[Collected data]

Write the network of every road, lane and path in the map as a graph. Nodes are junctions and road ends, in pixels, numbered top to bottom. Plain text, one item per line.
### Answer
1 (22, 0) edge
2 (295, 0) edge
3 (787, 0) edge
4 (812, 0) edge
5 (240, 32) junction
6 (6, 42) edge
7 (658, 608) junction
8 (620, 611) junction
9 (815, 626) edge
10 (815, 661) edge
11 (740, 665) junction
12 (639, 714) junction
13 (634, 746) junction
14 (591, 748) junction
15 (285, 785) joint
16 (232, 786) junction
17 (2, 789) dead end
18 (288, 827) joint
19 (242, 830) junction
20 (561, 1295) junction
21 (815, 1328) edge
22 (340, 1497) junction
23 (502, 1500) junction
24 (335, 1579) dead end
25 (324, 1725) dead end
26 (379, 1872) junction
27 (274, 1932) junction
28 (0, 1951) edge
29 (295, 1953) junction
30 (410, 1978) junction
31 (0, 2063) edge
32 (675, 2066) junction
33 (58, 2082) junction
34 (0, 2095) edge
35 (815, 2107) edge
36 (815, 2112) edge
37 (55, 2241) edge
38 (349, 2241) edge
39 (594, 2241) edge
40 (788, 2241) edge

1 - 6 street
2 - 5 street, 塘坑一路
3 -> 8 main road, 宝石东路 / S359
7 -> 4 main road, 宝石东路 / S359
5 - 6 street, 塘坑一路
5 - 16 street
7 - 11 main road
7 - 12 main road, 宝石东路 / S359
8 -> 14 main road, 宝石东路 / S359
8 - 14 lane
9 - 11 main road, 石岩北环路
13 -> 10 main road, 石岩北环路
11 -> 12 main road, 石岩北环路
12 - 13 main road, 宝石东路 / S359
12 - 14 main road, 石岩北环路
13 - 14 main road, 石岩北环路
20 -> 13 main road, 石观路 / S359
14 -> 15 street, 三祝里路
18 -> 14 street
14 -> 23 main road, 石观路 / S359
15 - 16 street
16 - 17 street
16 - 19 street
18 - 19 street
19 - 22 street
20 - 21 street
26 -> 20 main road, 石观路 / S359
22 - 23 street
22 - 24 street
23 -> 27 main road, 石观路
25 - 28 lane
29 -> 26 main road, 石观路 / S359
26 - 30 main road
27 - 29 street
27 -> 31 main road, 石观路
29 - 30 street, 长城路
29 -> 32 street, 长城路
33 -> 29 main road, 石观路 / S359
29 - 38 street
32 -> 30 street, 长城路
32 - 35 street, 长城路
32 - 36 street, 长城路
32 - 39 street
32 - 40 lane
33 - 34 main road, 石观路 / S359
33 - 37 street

• [PROBLEM TO WORK ON]: Output the records again in full. Keep every character as written.

• [ANSWER AREA]:
Write the network of every road, lane and path in the map as a graph. Nodes are junctions and road ends, in pixels, numbered top to bottom. Plain text, one item per line.
### Answer
1 (22, 0) edge
2 (295, 0) edge
3 (787, 0) edge
4 (812, 0) edge
5 (240, 32) junction
6 (6, 42) edge
7 (658, 608) junction
8 (620, 611) junction
9 (815, 626) edge
10 (815, 661) edge
11 (740, 665) junction
12 (639, 714) junction
13 (634, 746) junction
14 (591, 748) junction
15 (285, 785) joint
16 (232, 786) junction
17 (2, 789) dead end
18 (288, 827) joint
19 (242, 830) junction
20 (561, 1295) junction
21 (815, 1328) edge
22 (340, 1497) junction
23 (502, 1500) junction
24 (335, 1579) dead end
25 (324, 1725) dead end
26 (379, 1872) junction
27 (274, 1932) junction
28 (0, 1951) edge
29 (295, 1953) junction
30 (410, 1978) junction
31 (0, 2063) edge
32 (675, 2066) junction
33 (58, 2082) junction
34 (0, 2095) edge
35 (815, 2107) edge
36 (815, 2112) edge
37 (55, 2241) edge
38 (349, 2241) edge
39 (594, 2241) edge
40 (788, 2241) edge

1 - 6 street
2 - 5 street, 塘坑一路
3 -> 8 main road, 宝石东路 / S359
7 -> 4 main road, 宝石东路 / S359
5 - 6 street, 塘坑一路
5 - 16 street
7 - 11 main road
7 - 12 main road, 宝石东路 / S359
8 -> 14 main road, 宝石东路 / S359
8 - 14 lane
9 - 11 main road, 石岩北环路
13 -> 10 main road, 石岩北环路
11 -> 12 main road, 石岩北环路
12 - 13 main road, 宝石东路 / S359
12 - 14 main road, 石岩北环路
13 - 14 main road, 石岩北环路
20 -> 13 main road, 石观路 / S359
14 -> 15 street, 三祝里路
18 -> 14 street
14 -> 23 main road, 石观路 / S359
15 - 16 street
16 - 17 street
16 - 19 street
18 - 19 street
19 - 22 street
20 - 21 street
26 -> 20 main road, 石观路 / S359
22 - 23 street
22 - 24 street
23 -> 27 main road, 石观路
25 - 28 lane
29 -> 26 main road, 石观路 / S359
26 - 30 main road
27 - 29 street
27 -> 31 main road, 石观路
29 - 30 street, 长城路
29 -> 32 street, 长城路
33 -> 29 main road, 石观路 / S359
29 - 38 street
32 -> 30 street, 长城路
32 - 35 street, 长城路
32 - 36 street, 长城路
32 - 39 street
32 - 40 lane
33 - 34 main road, 石观路 / S359
33 - 37 street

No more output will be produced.